Aida Mass Kane du CRFTF Diourbel : « Nous voulons que les sénégalais consomment plus nos produits locaux »

Le Salon international de la formation professionnelle, de l’artisanat et de l’emploi au Sénégal SIFORES réunit du 25 au 29 mai au CICES les organismes de formation professionnelle publics ou privés, les entreprises les institutionnels, les professionnels ainsi que les organismes d’information. Durant ces 5 jours les acteurs concernés vont exposer leurs produits et échanger sur différentes filières de formation professionnelle.

Dans une interview accordée à nos confrères de SENENEWS, Madame Aida Mass Kane chargée de la communication du Centre Régional de formation technique féminin de Diourbel exposant au SIFORES appelle les sénégalais à faire un retour sur la consommation locale notamment à l’artisanat, à l’habillement etc.

Quels sont les domaines dans lesquels vous évoluez ?

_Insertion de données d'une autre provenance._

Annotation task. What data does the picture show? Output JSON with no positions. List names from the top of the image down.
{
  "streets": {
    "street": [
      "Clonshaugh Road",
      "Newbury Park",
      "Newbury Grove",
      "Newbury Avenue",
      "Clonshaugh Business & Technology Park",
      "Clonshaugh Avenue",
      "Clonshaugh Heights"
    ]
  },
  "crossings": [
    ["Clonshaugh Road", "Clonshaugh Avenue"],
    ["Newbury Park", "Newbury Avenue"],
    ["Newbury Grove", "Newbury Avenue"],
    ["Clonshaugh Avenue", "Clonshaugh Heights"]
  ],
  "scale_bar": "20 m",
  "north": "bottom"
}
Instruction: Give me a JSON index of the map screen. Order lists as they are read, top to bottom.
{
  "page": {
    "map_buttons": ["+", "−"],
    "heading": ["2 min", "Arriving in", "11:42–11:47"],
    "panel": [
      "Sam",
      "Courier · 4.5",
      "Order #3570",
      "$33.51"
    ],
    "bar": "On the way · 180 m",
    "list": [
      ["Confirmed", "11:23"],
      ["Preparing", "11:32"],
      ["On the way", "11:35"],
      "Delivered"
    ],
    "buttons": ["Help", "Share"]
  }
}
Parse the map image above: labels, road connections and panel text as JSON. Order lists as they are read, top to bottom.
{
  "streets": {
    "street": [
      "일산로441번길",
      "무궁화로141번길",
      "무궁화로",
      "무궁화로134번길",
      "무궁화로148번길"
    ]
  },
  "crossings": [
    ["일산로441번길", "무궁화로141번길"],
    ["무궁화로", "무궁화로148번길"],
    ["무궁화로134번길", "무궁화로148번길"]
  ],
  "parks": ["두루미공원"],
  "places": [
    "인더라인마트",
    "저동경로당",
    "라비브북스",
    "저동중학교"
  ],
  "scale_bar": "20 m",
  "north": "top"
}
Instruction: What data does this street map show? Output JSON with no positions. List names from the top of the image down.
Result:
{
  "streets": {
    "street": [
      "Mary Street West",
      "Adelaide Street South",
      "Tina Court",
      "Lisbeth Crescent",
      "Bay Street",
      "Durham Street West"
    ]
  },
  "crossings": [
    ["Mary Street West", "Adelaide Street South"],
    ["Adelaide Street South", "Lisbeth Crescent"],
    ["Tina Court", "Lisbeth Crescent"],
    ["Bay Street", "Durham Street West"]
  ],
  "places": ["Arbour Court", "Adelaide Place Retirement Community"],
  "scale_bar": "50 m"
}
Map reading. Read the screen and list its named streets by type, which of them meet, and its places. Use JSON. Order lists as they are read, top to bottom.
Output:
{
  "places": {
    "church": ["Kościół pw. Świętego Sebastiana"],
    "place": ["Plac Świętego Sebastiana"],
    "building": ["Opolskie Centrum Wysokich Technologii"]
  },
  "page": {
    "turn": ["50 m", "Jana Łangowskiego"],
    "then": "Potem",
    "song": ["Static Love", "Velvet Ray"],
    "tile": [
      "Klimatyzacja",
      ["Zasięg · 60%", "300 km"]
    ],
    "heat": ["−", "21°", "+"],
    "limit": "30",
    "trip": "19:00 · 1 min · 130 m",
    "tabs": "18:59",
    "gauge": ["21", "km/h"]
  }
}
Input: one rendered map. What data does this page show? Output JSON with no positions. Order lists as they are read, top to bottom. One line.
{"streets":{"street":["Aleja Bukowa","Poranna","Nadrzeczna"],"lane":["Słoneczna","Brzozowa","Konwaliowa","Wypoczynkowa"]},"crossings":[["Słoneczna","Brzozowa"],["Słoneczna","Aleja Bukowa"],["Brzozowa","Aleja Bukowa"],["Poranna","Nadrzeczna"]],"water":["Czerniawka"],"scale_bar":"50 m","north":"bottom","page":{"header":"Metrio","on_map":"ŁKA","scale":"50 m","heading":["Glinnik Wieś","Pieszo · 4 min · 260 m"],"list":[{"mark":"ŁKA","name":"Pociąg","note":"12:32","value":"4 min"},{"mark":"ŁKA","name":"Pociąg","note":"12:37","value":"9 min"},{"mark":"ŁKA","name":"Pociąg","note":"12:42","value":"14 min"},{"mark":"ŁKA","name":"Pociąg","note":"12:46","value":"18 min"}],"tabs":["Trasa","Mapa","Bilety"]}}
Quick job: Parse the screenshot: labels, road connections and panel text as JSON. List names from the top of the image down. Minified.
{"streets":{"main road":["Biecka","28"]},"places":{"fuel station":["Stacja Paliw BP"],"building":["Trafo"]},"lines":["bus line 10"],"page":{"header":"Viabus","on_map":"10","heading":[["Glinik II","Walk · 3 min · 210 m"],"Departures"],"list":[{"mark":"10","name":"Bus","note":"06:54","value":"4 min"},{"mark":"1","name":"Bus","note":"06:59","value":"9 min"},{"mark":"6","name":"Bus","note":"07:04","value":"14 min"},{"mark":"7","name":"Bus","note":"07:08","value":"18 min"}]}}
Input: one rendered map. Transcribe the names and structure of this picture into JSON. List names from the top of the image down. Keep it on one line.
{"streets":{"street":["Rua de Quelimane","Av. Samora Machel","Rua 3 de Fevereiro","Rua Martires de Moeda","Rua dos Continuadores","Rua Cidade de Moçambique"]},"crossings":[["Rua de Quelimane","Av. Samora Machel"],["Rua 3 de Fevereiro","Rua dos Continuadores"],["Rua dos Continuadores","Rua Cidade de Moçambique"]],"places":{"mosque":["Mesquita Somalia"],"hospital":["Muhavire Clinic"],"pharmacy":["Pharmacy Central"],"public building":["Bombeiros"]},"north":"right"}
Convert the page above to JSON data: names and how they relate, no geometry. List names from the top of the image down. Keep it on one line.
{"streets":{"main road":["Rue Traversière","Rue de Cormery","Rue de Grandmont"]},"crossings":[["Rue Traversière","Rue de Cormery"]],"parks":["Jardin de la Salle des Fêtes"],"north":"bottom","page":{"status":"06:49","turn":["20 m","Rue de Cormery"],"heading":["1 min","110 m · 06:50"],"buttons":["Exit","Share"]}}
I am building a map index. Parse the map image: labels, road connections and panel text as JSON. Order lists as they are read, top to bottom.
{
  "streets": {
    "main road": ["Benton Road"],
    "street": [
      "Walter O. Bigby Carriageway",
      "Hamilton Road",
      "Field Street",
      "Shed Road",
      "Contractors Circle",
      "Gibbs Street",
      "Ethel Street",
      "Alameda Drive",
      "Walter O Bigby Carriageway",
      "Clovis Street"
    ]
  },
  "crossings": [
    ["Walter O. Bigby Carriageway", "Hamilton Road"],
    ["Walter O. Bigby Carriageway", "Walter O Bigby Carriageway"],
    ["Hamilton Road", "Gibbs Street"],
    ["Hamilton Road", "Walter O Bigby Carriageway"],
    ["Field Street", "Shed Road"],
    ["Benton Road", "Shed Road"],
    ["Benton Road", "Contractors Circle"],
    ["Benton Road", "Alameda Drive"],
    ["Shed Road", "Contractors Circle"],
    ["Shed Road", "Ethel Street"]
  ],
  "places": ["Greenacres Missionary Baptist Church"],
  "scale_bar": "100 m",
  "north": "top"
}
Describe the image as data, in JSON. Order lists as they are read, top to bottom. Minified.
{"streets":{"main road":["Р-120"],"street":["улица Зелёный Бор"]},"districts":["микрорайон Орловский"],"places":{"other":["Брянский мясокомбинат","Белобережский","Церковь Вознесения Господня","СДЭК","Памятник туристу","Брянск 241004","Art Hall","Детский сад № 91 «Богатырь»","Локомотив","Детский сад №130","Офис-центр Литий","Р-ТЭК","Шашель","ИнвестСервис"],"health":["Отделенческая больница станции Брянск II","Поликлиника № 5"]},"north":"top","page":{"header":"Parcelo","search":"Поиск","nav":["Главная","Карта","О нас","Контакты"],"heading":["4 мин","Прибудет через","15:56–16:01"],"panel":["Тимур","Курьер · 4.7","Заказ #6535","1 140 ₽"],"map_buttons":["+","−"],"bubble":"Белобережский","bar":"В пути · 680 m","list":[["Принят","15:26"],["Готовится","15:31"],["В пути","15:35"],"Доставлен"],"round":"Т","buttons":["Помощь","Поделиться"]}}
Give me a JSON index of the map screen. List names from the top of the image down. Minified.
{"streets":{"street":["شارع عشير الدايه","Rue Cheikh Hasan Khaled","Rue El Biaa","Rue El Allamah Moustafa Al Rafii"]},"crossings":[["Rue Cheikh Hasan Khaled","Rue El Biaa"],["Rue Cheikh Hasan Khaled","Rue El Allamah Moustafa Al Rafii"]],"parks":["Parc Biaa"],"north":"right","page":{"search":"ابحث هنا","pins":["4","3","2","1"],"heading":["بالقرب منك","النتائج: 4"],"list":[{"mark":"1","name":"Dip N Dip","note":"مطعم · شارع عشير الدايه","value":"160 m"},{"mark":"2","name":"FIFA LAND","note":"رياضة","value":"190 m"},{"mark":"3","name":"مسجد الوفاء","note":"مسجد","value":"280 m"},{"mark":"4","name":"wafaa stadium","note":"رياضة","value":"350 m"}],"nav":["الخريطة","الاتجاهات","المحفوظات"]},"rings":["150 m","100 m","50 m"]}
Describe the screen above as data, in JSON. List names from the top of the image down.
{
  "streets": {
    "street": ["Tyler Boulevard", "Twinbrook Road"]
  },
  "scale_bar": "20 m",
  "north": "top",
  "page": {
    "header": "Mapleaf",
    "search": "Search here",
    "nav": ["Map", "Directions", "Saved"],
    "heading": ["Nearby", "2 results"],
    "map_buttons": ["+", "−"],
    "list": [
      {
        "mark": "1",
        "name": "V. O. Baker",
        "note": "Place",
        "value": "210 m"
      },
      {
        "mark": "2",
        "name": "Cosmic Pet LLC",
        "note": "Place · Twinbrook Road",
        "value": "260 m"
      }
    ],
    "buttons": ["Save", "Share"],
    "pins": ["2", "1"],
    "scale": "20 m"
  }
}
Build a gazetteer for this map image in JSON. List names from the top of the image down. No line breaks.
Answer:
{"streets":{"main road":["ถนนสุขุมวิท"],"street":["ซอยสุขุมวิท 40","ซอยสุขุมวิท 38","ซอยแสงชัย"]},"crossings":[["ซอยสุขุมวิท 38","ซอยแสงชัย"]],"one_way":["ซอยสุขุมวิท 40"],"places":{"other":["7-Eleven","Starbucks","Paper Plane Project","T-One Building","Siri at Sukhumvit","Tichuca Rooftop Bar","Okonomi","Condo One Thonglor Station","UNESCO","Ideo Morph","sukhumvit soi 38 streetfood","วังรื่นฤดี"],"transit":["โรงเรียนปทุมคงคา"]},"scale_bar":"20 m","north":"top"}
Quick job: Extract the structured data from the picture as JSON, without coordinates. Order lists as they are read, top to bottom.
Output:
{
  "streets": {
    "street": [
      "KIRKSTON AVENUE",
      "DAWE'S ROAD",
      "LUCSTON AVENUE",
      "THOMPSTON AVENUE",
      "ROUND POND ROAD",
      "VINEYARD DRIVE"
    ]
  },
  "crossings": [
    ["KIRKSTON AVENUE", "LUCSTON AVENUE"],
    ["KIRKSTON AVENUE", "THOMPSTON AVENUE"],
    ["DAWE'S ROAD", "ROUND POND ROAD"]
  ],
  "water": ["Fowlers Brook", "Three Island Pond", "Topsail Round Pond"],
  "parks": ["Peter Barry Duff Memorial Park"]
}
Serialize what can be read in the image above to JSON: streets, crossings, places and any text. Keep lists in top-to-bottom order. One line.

Nous avons un centre qui forme les jeunes dans différents domaines notamment l’artisanat qui est notre filière d’origine, la filière agro-alimentaire, la filière restauration, habillement et coiffure. Pour la transformation des produits locaux dans le domaine de l’agro-alimentaire nous avons une unité de transformation à Diourbel qui est bien équipée et qui offre aux jeunes des cours de transformation de produits locaux comme les céréales etc. En termes de matériel on s’approvisionne dans le marché, on achète des produits de premières qualités car la transformation tient compte de la qualité du produit.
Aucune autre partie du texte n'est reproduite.